Ludwig appears to be of two minds about the disc’s prospects. On the one hand, he says, “It’s not going too well because it’s just an awful time for classical music in general.” Representing only about two percent of record sales, classical is taking it on the chin as small labels close down and panicky-but-healthy labels drop classical artists. In addition, SACD is still young, with players only now falling below the $1000 mark, fewer than 300 titles available for purchase, and significant competition from another audio disc format, DVD-A.

On the other hand, Ludwig says, too many people have heard about this project for it to simply go away. “I think it’s going to make it out there,” he says. “It’s just hard to push people right now when they’re in retracting mode.”

Specializing in record mastering — the process of making the final mix from which a recording is reproduced — Ludwig is best-known for his work with rock stars such as Bruce Springsteen or Lou Reed, but his background is in classical music. A fan of the DaPonte String Quartet, he approached the group about making a record. “I always feel a little bad that we can’t give back more to the artistic community” in Maine, he says. “We’re a high-end studio, so a lot of the local bands can’t afford us.” Ludwig adds, however, that Gateway is about to open a more affordable mastering room.

The Beethoven quartets were recorded in May 2000 at Camp Ketcha, in Scarborough, an institutional summer camp whose Great Room had the kind of sound Ludwig wanted. Setting up the quartet in there, he used a nearby room for the recording equipment and a technical staff that included people from Sony. Also in this makeshift booth was Laura Kargul, of Freeport, a pianist who teaches at the University of Southern Maine. Ludwig recruited her to serve as recording producer — that is, the person who would scrutinize the music coming from the speakers and decide what to keep and what to redo.

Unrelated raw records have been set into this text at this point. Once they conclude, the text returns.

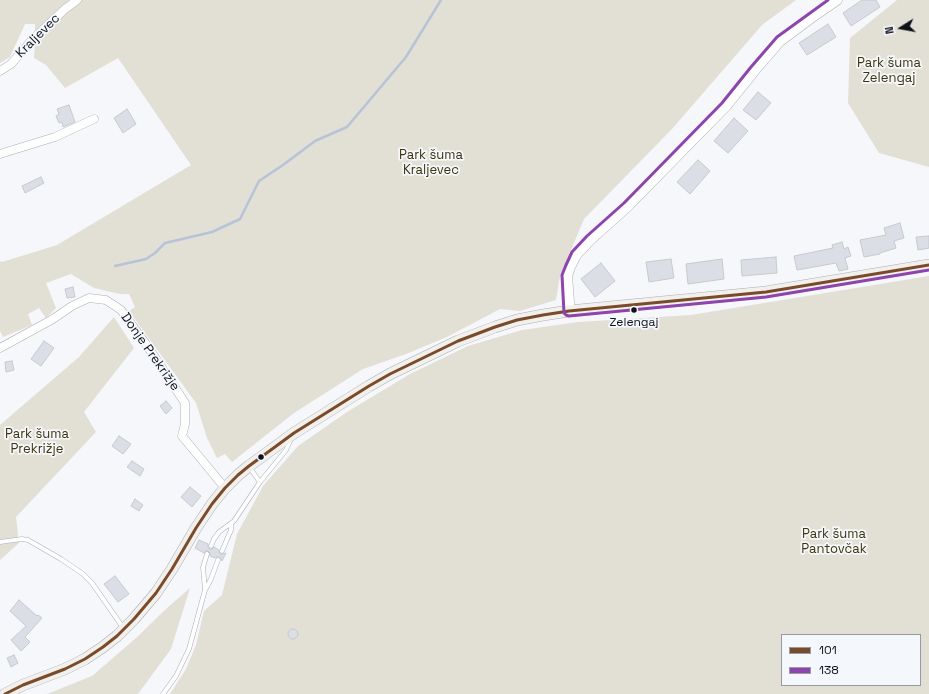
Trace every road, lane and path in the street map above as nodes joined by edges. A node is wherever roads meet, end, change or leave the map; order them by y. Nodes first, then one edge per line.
1 (77, 0) edge
2 (837, 0) edge
3 (0, 71) edge
4 (94, 119) dead end
5 (0, 154) edge
6 (929, 266) edge
7 (568, 311) junction
8 (0, 348) edge
9 (294, 433) junction
10 (249, 466) junction
11 (260, 482) junction
12 (224, 488) junction
13 (231, 524) junction
14 (0, 542) edge
15 (211, 546) dead end
16 (222, 551) dead end
17 (206, 554) dead end
18 (218, 560) dead end
19 (205, 590) junction
20 (124, 629) junction
21 (5, 694) edge
22 (163, 694) edge

1 - 3 street, Kraljevec
2 - 7 street
4 - 5 street
6 - 7 main road
7 - 9 main road
8 - 12 street, Donje Prekrižje
9 - 10 main road
9 - 11 lane
10 - 11 lane
10 - 12 main road
11 - 13 lane
12 - 20 main road
13 - 15 lane
13 - 16 lane
14 - 20 lane
17 - 19 lane
18 - 19 lane
19 - 22 lane
20 - 21 main road

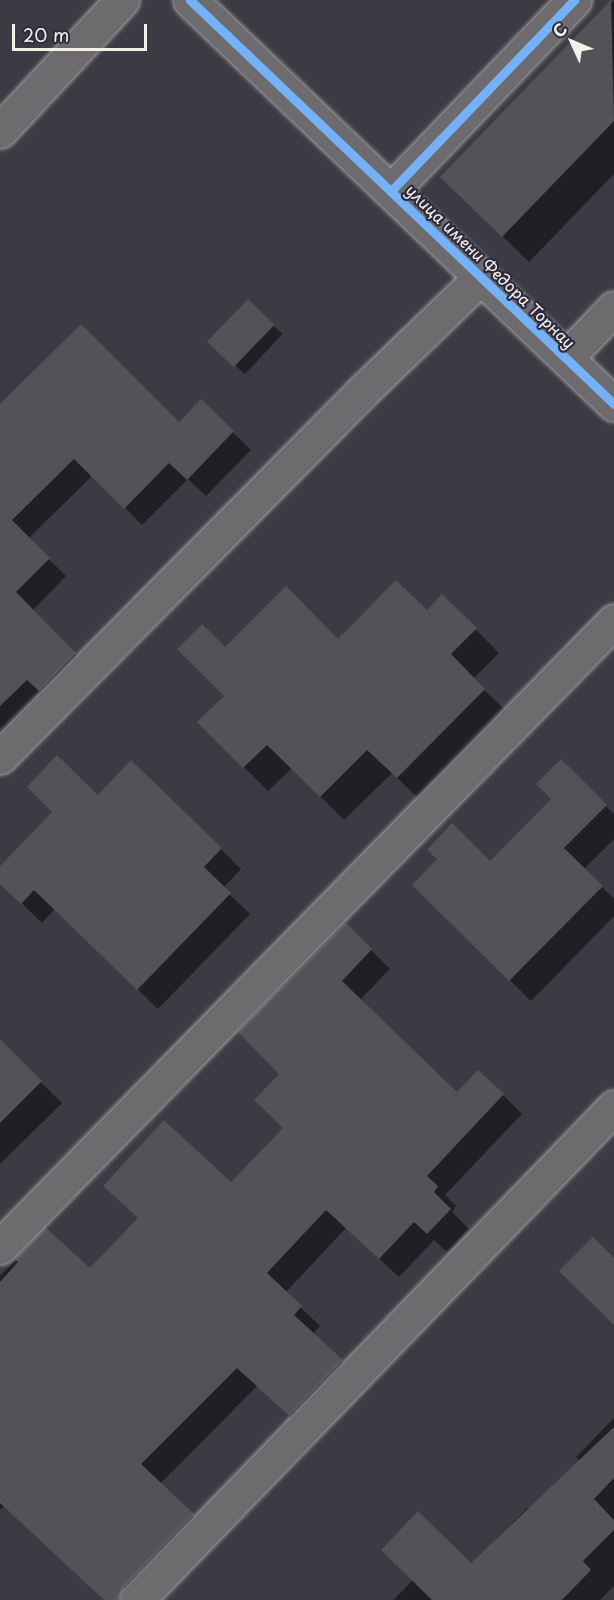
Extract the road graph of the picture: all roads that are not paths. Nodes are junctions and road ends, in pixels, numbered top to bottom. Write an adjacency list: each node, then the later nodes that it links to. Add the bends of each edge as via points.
1 (122, 0): 4 (street)
2 (574, 0): 5 (street)
3 (191, 1): 5 (street, улица имени Федора Торнау)
4 (0, 131)
5 (391, 191): 6 (street, улица имени Федора Торнау)
6 (481, 277): 8 (street, улица имени Федора Торнау); 11 (street)
7 (614, 308): 8 (street)
8 (566, 358): 9 (street, улица имени Федора Торнау)
9 (614, 404)
10 (614, 621): 13 (street)
11 (0, 758)
12 (614, 1107): 14 (street)
13 (0, 1248)
14 (137, 1600)

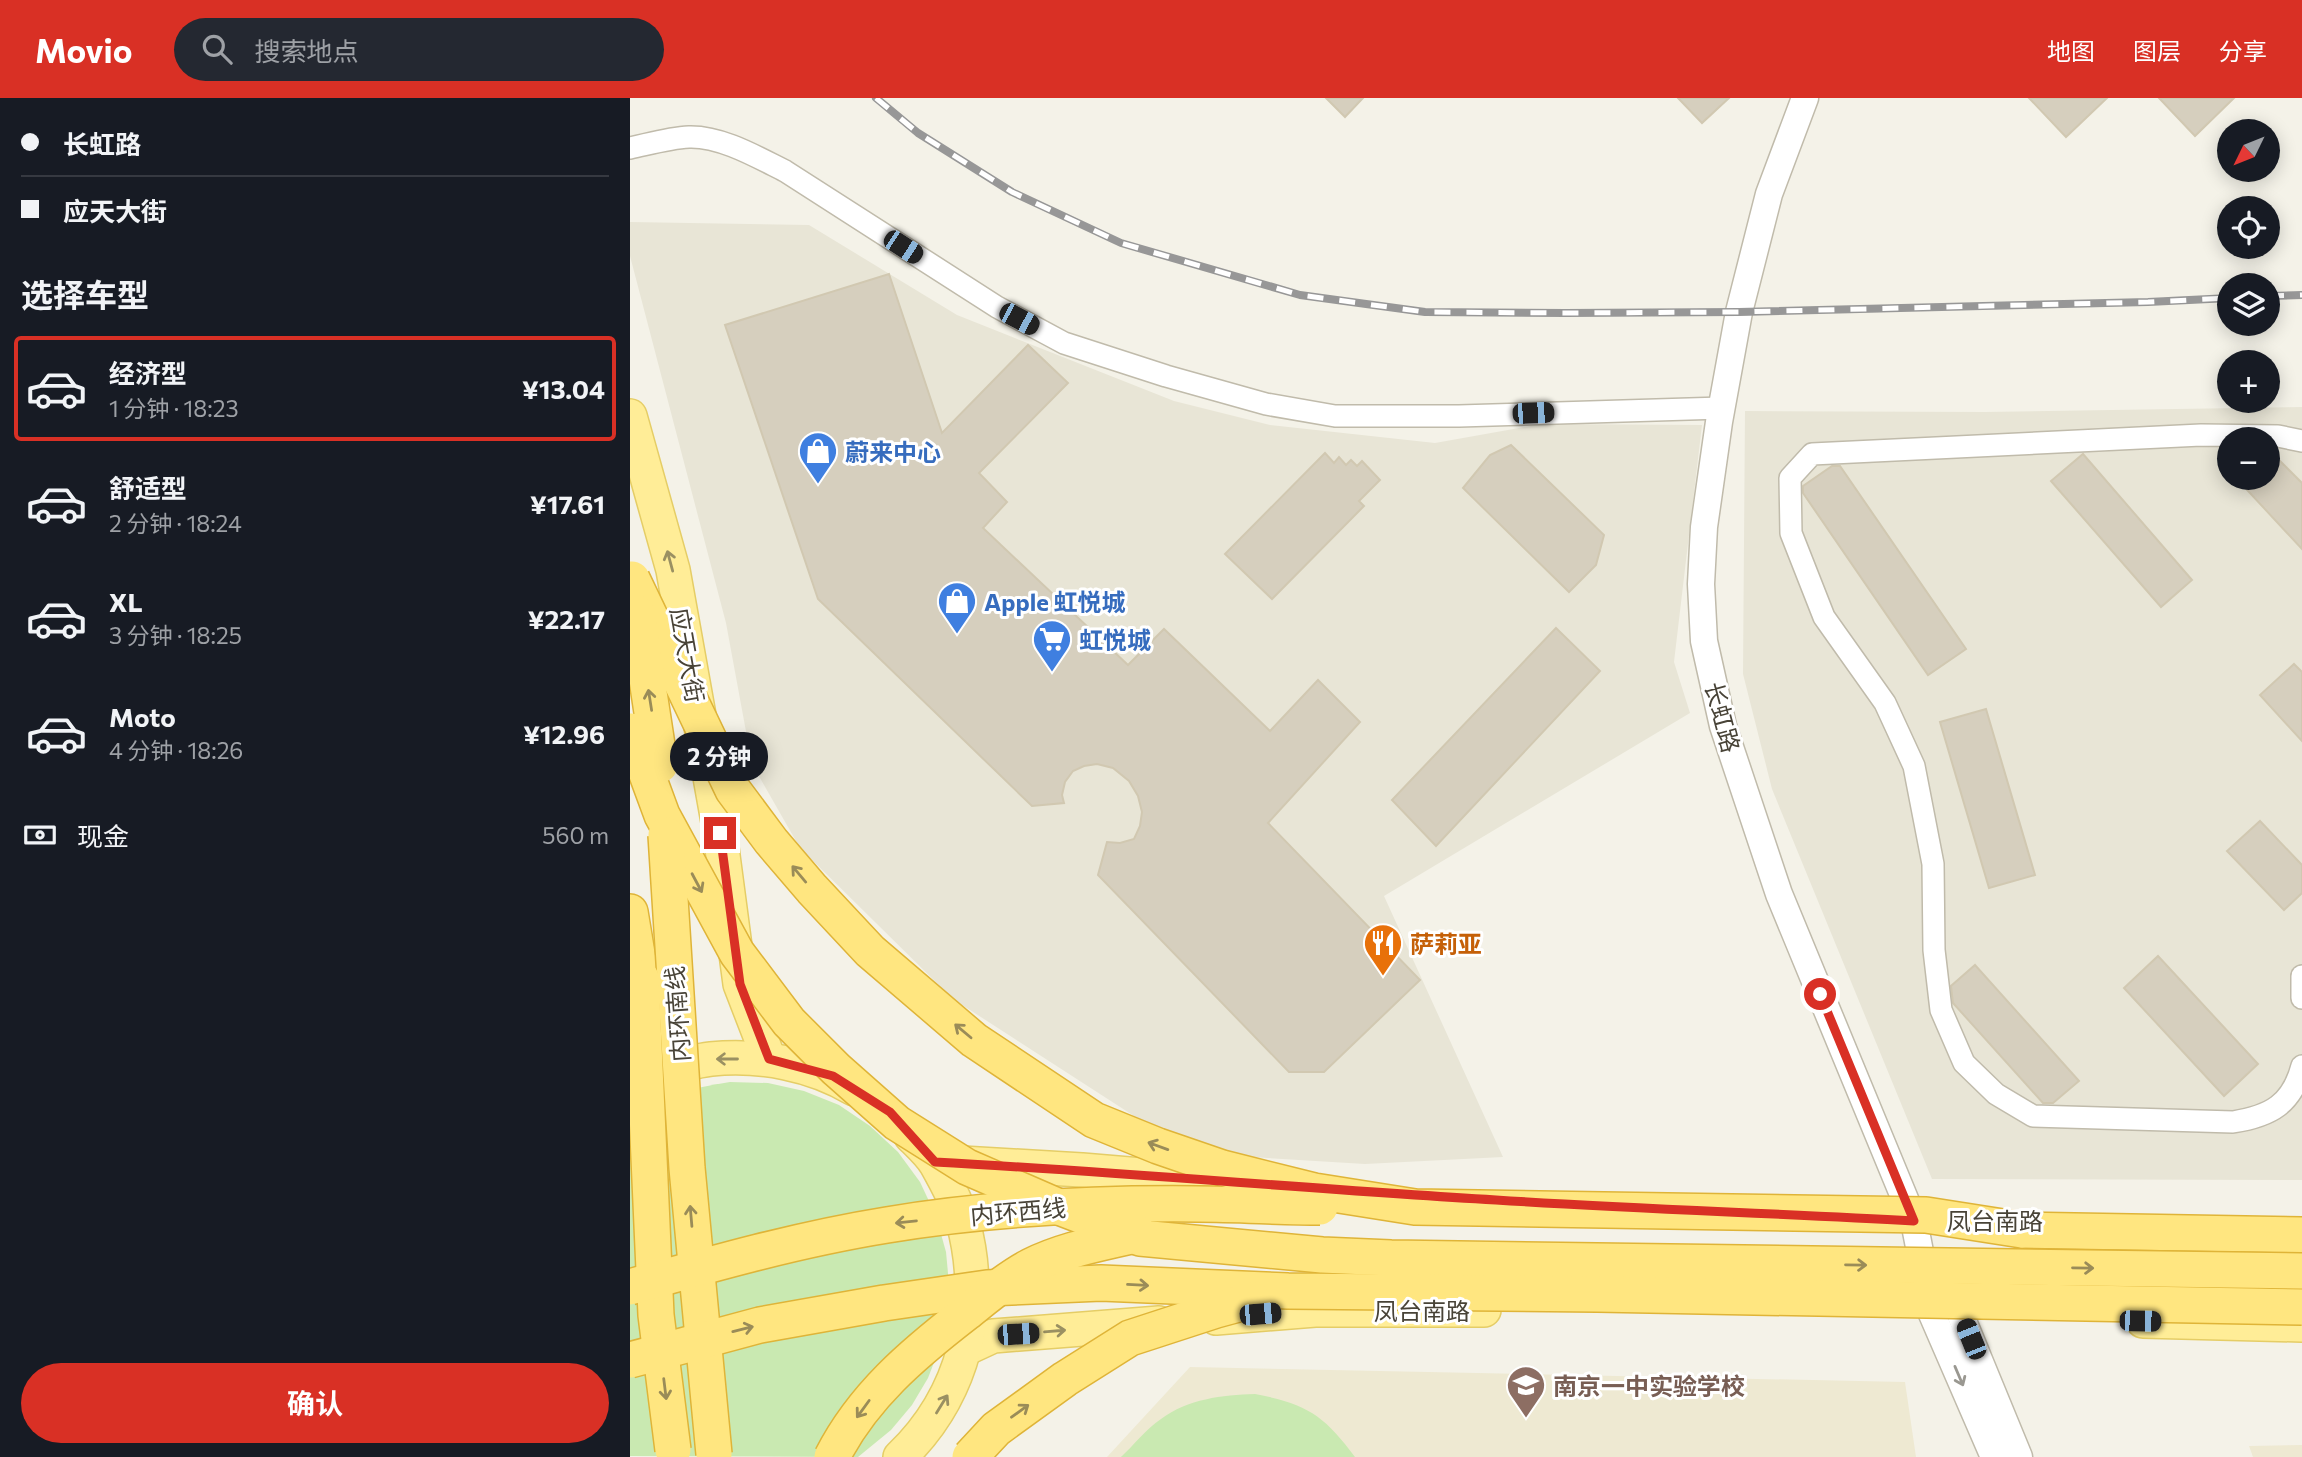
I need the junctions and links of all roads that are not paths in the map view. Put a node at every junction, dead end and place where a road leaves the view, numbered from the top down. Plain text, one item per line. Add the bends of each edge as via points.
1 (1805, 98) edge
2 (630, 148) edge
3 (1722, 408) junction
4 (630, 416) edge
5 (2302, 442) edge
6 (631, 575) edge
7 (630, 726) edge
8 (630, 912) edge
9 (673, 963) junction
10 (2302, 975) edge
11 (2302, 998) edge
12 (769, 1059) junction
13 (2302, 1066) edge
14 (630, 1087) edge
15 (935, 1162) junction
16 (630, 1170) edge
17 (1415, 1207) junction
18 (1914, 1221) junction
19 (2302, 1222) edge
20 (2022, 1230) junction
21 (2302, 1235) edge
22 (2302, 1271) edge
23 (630, 1287) edge
24 (1288, 1291) junction
25 (2302, 1307) edge
26 (1947, 1315) junction
27 (2302, 1325) edge
28 (965, 1349) junction
29 (630, 1360) edge
30 (674, 1457) edge
31 (714, 1457) edge
32 (832, 1457) edge
33 (900, 1457) edge
34 (970, 1457) edge
35 (1994, 1457) edge
36 (2019, 1457) edge

1 - 3 street, 长虹路 via 1769,194 1739,312
2 - 3 street via 690,137 756,156 996,307 1064,342 1266,404 1335,416
3 - 18 street, 长虹路 via 1704,527 1701,584 1704,641 1723,726 1779,894
12 -> 4 main road, 应天大街 via 740,984 720,833 673,570
5 - 13 street via 2278,436 2201,435 1812,454 1790,478 1791,533 1824,617 1885,704 1914,766 1933,864 1934,950 1941,1010 1964,1063 1996,1094 2033,1116 2233,1122 2255,1119 2277,1108 2297,1086
9 -> 6 highway, 内环南线, bridge via 660,765
17 -> 6 highway, bridge via 1314,1191 1158,1146 1094,1120 974,1041 870,951 763,831 733,790
7 -> 22 highway, bridge via 662,815 737,953 789,1022 897,1123 967,1167 1140,1238 1391,1258
8 -> 30 highway, 内环南线, bridge via 640,978 656,1315
9 - 16 highway, bridge via 665,1057
31 -> 9 highway, 内环南线, bridge
10 - 11 street
12 -> 14 main road via 711,1059 654,1073
12 - 15 main road via 833,1076 879,1104
15 - 18 main road, 凤台南路 via 1499,1201
15 - 28 main road via 962,1220 973,1285
17 - 20 highway, bridge via 1926,1215
17 -> 23 highway, 内环西线, bridge via 1087,1205 988,1213 888,1224 763,1249
18 - 19 main road, 凤台南路
18 - 26 street, 长虹路
20 - 21 highway, 凤台南路
20 -> 32 highway, bridge via 1922,1243 1327,1239 1166,1227 1071,1250 1030,1267 905,1362 867,1402
24 - 25 highway, 凤台南路, bridge
29 -> 24 highway, bridge via 760,1325 987,1288 1101,1283
34 -> 24 highway, bridge via 996,1429 1130,1338
26 - 27 main road, 凤台南路
28 -> 26 main road, 凤台南路 via 993,1336 1315,1310
26 -> 35 street
26 - 36 street
33 -> 28 main road via 919,1439 947,1397

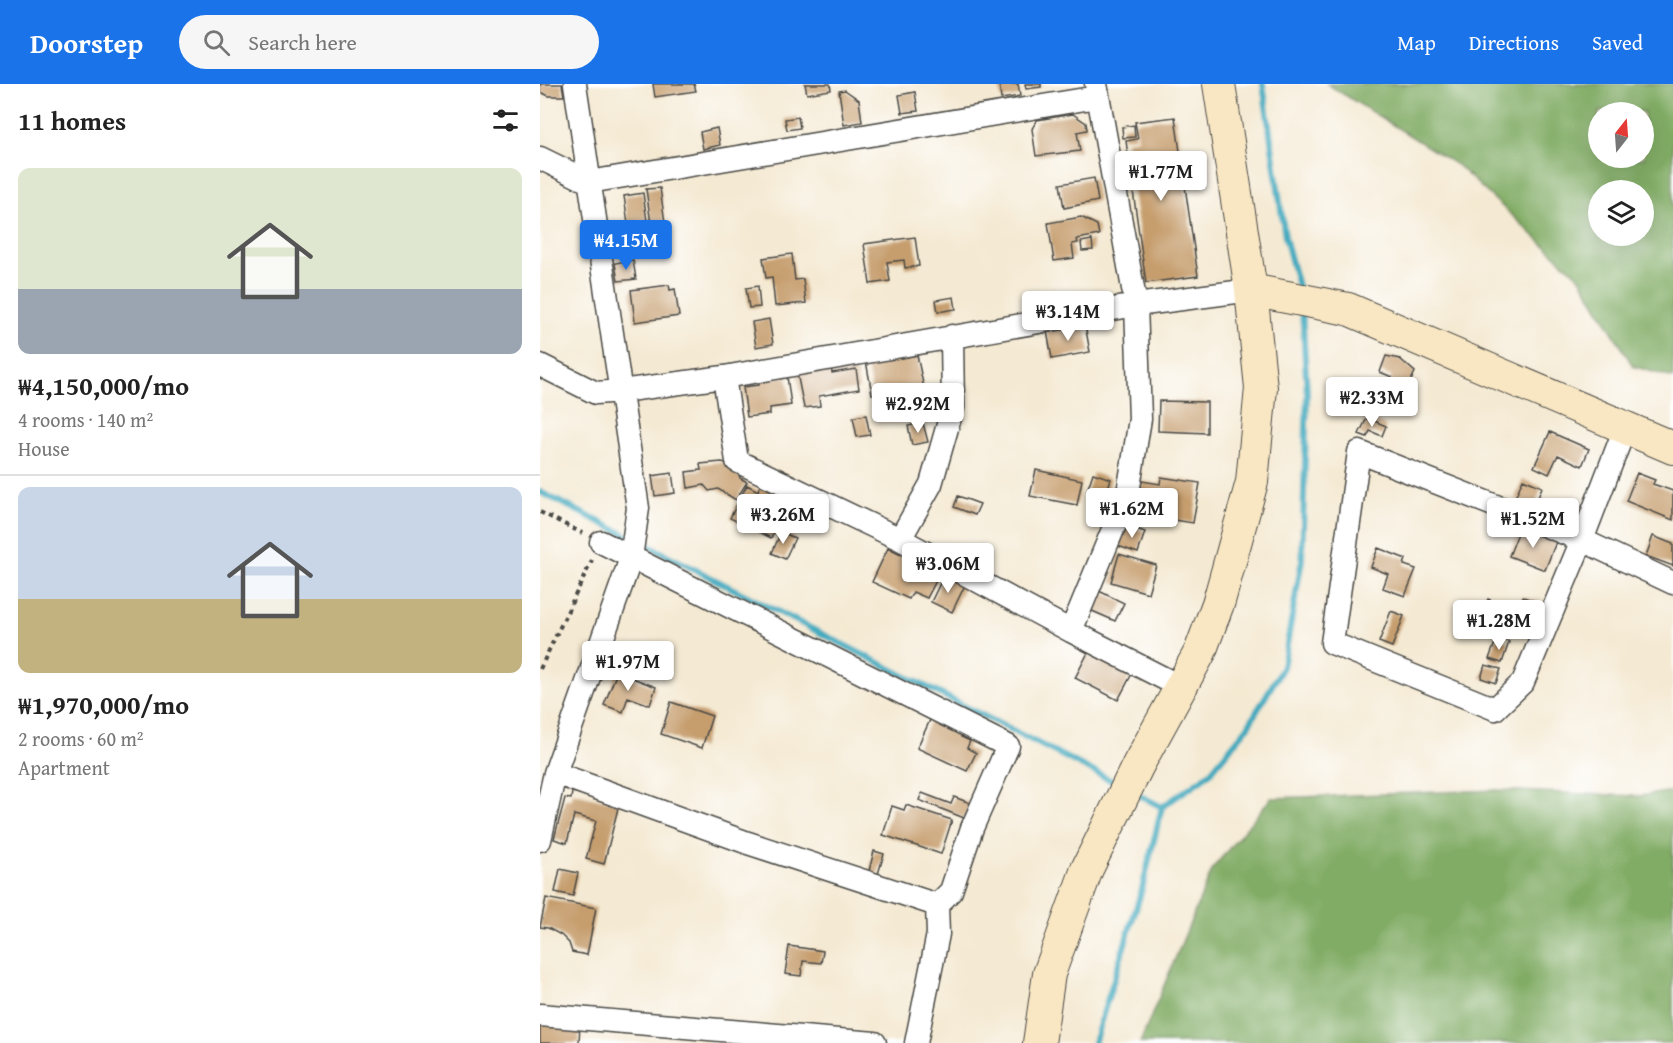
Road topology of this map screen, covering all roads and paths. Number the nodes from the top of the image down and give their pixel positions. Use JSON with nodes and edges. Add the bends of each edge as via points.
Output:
{"nodes":[{"id":1,"x":574,"y":84,"type":"edge"},
{"id":2,"x":1219,"y":84,"type":"edge"},
{"id":3,"x":1096,"y":90,"type":"edge"},
{"id":4,"x":540,"y":158,"type":"edge"},
{"id":5,"x":589,"y":182,"type":"junction"},
{"id":6,"x":1260,"y":292,"type":"junction"},
{"id":7,"x":1136,"y":305,"type":"junction"},
{"id":8,"x":952,"y":336,"type":"junction"},
{"id":9,"x":540,"y":365,"type":"edge"},
{"id":10,"x":724,"y":377,"type":"junction"},
{"id":11,"x":621,"y":391,"type":"junction"},
{"id":12,"x":1625,"y":428,"type":"junction"},
{"id":13,"x":1673,"y":448,"type":"edge"},
{"id":14,"x":540,"y":512,"type":"edge"},
{"id":15,"x":900,"y":539,"type":"junction"},
{"id":16,"x":1582,"y":540,"type":"junction"},
{"id":17,"x":601,"y":542,"type":"junction"},
{"id":18,"x":631,"y":558,"type":"junction"},
{"id":19,"x":1673,"y":584,"type":"edge"},
{"id":20,"x":1071,"y":631,"type":"junction"},
{"id":21,"x":540,"y":669,"type":"edge"},
{"id":22,"x":1181,"y":687,"type":"junction"},
{"id":23,"x":555,"y":773,"type":"junction"},
{"id":24,"x":540,"y":840,"type":"edge"},
{"id":25,"x":937,"y":905,"type":"junction"},
{"id":26,"x":540,"y":1015,"type":"edge"},
{"id":27,"x":875,"y":1043,"type":"edge"},
{"id":28,"x":916,"y":1043,"type":"edge"},
{"id":29,"x":1039,"y":1043,"type":"edge"}],
"edges":[{"from":1,"to":5,"type":"street"},
{"from":2,"to":6,"type":"street"},
{"from":3,"to":5,"type":"street"},
{"from":3,"to":7,"type":"street"},
{"from":4,"to":5,"type":"street"},
{"from":5,"to":11,"type":"street"},
{"from":6,"to":7,"type":"street"},
{"from":6,"to":12,"type":"street","via":[[1348,309]]},
{"from":6,"to":22,"type":"street","via":[[1261,388],[1252,482],[1219,601],[1200,652]]},
{"from":7,"to":8,"type":"street"},
{"from":7,"to":20,"type":"street","via":[[1140,419],[1128,493]]},
{"from":8,"to":10,"type":"street"},
{"from":8,"to":15,"type":"street","via":[[953,407],[931,484]]},
{"from":9,"to":11,"type":"street","via":[[596,393]]},
{"from":10,"to":11,"type":"street"},
{"from":10,"to":15,"type":"street","via":[[737,460]]},
{"from":11,"to":18,"type":"street","via":[[638,508]]},
{"from":12,"to":13,"type":"street"},
{"from":12,"to":16,"type":"street"},
{"from":14,"to":17,"type":"path"},
{"from":15,"to":20,"type":"street"},
{"from":16,"to":16,"type":"street","via":[[1359,452],[1332,643],[1495,709],[1523,682]]},
{"from":16,"to":19,"type":"street"},
{"from":17,"to":18,"type":"street"},
{"from":17,"to":21,"type":"path"},
{"from":18,"to":23,"type":"street"},
{"from":18,"to":25,"type":"street","via":[[1008,746],[972,828],[951,891]]},
{"from":20,"to":22,"type":"street"},
{"from":22,"to":29,"type":"street","via":[[1087,869],[1048,974]]},
{"from":23,"to":24,"type":"street"},
{"from":23,"to":25,"type":"street","via":[[748,843]]},
{"from":25,"to":28,"type":"street","via":[[938,934]]},
{"from":26,"to":27,"type":"street"}]}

“I loved it — just working with a group that has such high standards and such integrity, and plays so beautifully,” Kargul says. “They’re just fabulous. It was fun.”

Fun despite circumstances that were less than ideal. There were only three days available for the sessions, which meant covering one Beethoven quartet per session. Scheduling forced the first session onto the same day the band — violinists Ferdinand Liva and Dean Stein, violist Mark Preston, and cellist Myles Jordan — drove back from a workshop in upstate New York. All the sessions began in the evening and went into the small hours. In short, tired people were laying these tracks.

“These guys are pros, through and through,” says Kargul. Despite Kargul’s calls for additional takes — chirping birds and passing aircraft spoiled more of it than subpar playing — “they didn’t complain, ever.”

“We didn’t feel optimum at that point, but it came out Okay,” says Liva. “You have to do it, you have to focus, you’re tired, too bad. Do it anyway.”

Liva and Preston later selected the material for the final product, and the editing was done at Ludwig’s shop under the supervision of a DSD expert from Texas. And then Kargul and the quartet got to hear the finished product in Super Audio surround-sound. Vivid, enveloping, and extremely detailed, the surround-sound experience “blows you away,” says Kargul. “I think it can sound better than live performance.”

Thanks to the generosity of Ludwig, Sony and others on the technical side, the press run of 1000 CDs only cost the quartet about $10,000, Liva says. The band is using it to tempt concert presenters and is selling it, for $15, at concerts, over the Web (www.daponte.org), and by phone order (207-529-4555). And in the meantime, the DaPontes are waiting for a word from the record labels. “It could turn into a real thing,” says Liva.